Koalition oder Neuwahlen? Die Meinungen gehen parteiintern auseinander. Für Verhandlungen über eine große Koalition lieferte Landeschef Maas Argumente. Zu unsicher scheint ihm derzeit die Chance, dass die SPD bei Neuwahlen tatsächlich stärkste Kraft wird. «Wenn Sie mir versichern, dass das (jüngste) Umfrageergebnis auch das tatsächliche Wahlergebnis ist, dann stimme ich Ihnen zu», antwortete er auf die Frage, ob er jetzt Regierungschef werden könnte. Denn klar ist: In einer großen Koalition würde derzeit die CDU den «MP» stellen.

Für Maas kommt es jetzt nach eigenem Bekunden darauf an, was die CDU der SPD anbietet. «Wir werden nur in eine Regierung einsteigen, in der wir ein Maximum an sozialdemokratischer Politik umsetzten können», sagt er. Gerüchte, Kramp-Karrenbauer habe Maas schon im Vorfeld des Jamaika-Bruchs inhaltlich Angebote gemacht, blieben unbestätigt. Es habe «Gespräche, aber keine Vorverhandlungen» gegeben, hatte Kramp-Karrenbauer am Freitag erklärt. Auch Maas ließ offen, welche Mindestbedingungen für ein Bündnis mit der CDU erfüllt sein müssten.

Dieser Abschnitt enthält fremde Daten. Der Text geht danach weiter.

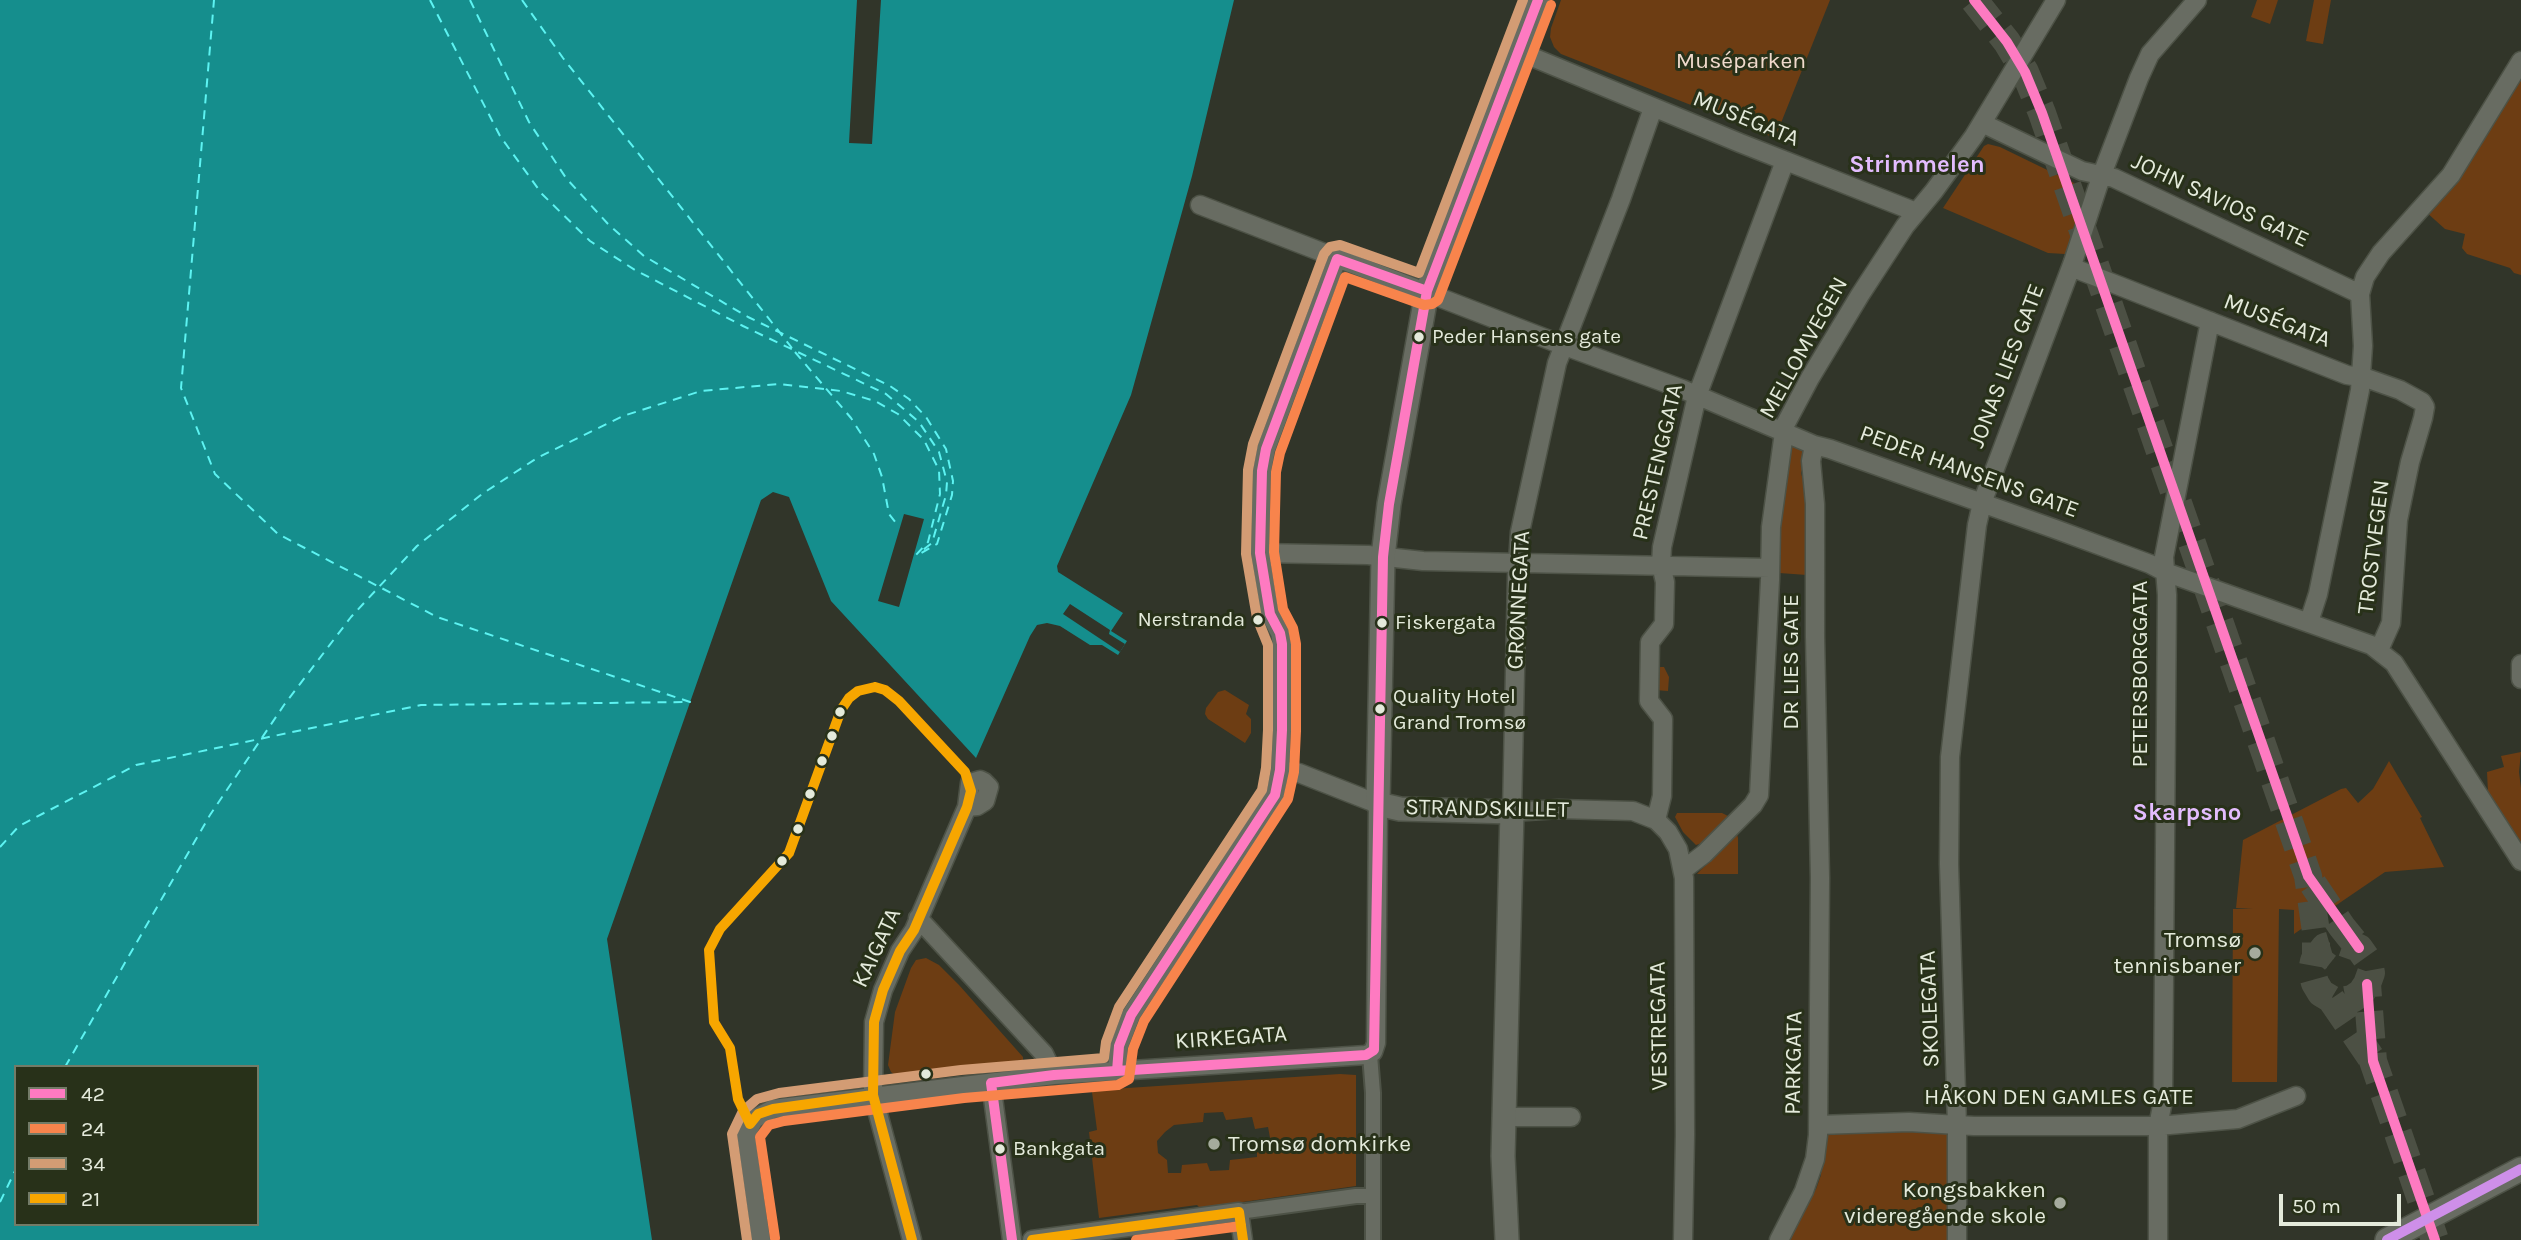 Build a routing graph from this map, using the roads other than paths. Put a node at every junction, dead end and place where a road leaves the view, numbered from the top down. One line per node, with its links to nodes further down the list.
1 (1538, 0): 4 (street)
2 (2056, 0): 7 (street, MELLOMVEGEN)
3 (2197, 0): 9 (street, JONAS LIES GATE)
4 (1520, 52): 6 (street, MUSÉGATA); 14 (street)
5 (2521, 61): 15 (street)
6 (1653, 108): 8 (street, MUSÉGATA); 17 (street, GRØNNEGATA)
7 (1982, 122): 9 (street, JOHN SAVIOS GATE); 11 (street, MELLOMVEGEN)
8 (1784, 161): 11 (street, MUSÉGATA); 19 (street, PRESTENGGATA)
9 (2101, 177): 13 (street, JONAS LIES GATE); 15 (street, JOHN SAVIOS GATE)
10 (1200, 205): 12 (street, PEDER HANSENS GATE)
11 (1916, 212): 21 (street, MELLOMVEGEN)
12 (1337, 259): 14 (street, PEDER HANSENS GATE); 24 (street)
13 (2071, 267): 16 (street, MUSÉGATA); 23 (street, JONAS LIES GATE)
14 (1427, 291): 17 (street, PEDER HANSENS GATE); 25 (street)
15 (2360, 294): 18 (street)
16 (2210, 321): 18 (street, MUSÉGATA); 29 (street, PETERSBORGGATA)
17 (1565, 346): 19 (street, PEDER HANSENS GATE); 26 (street, GRØNNEGATA)
18 (2360, 377): 20 (street, MUSÉGATA); 30 (street)
19 (1697, 396): 21 (street, PEDER HANSENS GATE); 27 (street, PRESTENGGATA)
20 (2424, 407): 31 (street, TROSTVEGEN)
21 (1783, 431): 22 (street, PEDER HANSENS GATE); 28 (street, MELLOMVEGEN)
22 (1814, 445): 23 (street, PEDER HANSENS GATE); 42 (street, DR LIES GATE)
23 (1982, 503): 29 (street, PEDER HANSENS GATE); 35 (street, JONAS LIES GATE)
24 (1260, 553): 25 (street); 34 (street)
25 (1383, 557): 26 (street); 36 (street)
26 (1518, 563): 27 (street); 38 (street, GRØNNEGATA)
27 (1661, 565): 28 (street); 39 (street, PRESTENGGATA)
28 (1770, 568): 41 (street, MELLOMVEGEN)
29 (2165, 572): 30 (street, PEDER HANSENS GATE); 54 (street, PETERSBORGGATA)
30 (2309, 622): 31 (street, PEDER HANSENS GATE)
31 (2379, 650): 40 (street)
32 (2521, 664): 33 (street)
33 (2521, 679)
34 (1280, 770): 36 (street, STRANDSKILLET); 45 (street)
35 (1949, 777): 53 (street, SKOLEGATA)
36 (1378, 804): 38 (street, STRANDSKILLET); 44 (street)
37 (967, 807): 43 (street, KAIGATA)
38 (1512, 812): 39 (street, STRANDSKILLET); 50 (street, GRØNNEGATA)
39 (1656, 820): 41 (street, VESTREGATA)
40 (2521, 861)
41 (1684, 870): 65 (street, VESTREGATA)
42 (1820, 878): 52 (street, PARKGATA)
43 (918, 918): 46 (street); 48 (street, KAIGATA)
44 (1370, 1055): 45 (street, KIRKEGATA); 56 (street)
45 (1117, 1071): 46 (street, KIRKEGATA)
46 (1054, 1075): 47 (street, KIRKEGATA)
47 (991, 1083): 48 (street, KIRKEGATA); 60 (street)
48 (873, 1095): 58 (street, KIRKEGATA); 59 (street, KAIGATA)
49 (2296, 1096): 54 (street, HÅKON DEN GAMLES GATE)
50 (1505, 1117): 51 (street); 64 (street, GRØNNEGATA)
51 (1571, 1117)
52 (1818, 1125): 53 (street, HÅKON DEN GAMLES GATE); 66 (street, PARKGATA)
53 (1958, 1125): 54 (street, HÅKON DEN GAMLES GATE); 67 (street, SKOLEGATA)
54 (2158, 1126): 68 (street, PETERSBORGGATA)
55 (2521, 1169): 69 (street)
56 (1373, 1196): 57 (street); 63 (street)
57 (1239, 1212): 61 (street); 62 (street)
58 (761, 1240)
59 (912, 1240)
60 (1012, 1240)
61 (1032, 1240)
62 (1243, 1240)
63 (1373, 1240)
64 (1507, 1240)
65 (1683, 1240)
66 (1779, 1240)
67 (1957, 1240)
68 (2158, 1240)
69 (2387, 1240)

Allerdings hat sich die politische Stimmung im kleinsten Flächenbundesland seit den Wahlen 2009 stark verändert: Vom einstigen möglichen Koalitionspartner Saar-Grüne ist Maas enttäuscht, seit diese nicht auf eine rot-rot-grüne Alternative mit SPD und Linkspartei setzten und das Jamaika-Bündnis mit CDU und FDP vorzogen. Und die Linke, mit dem Ex-Ministerpräsidenten Oskar Lafontaine an der Spitze, ist in den Umfragen stark gesunken.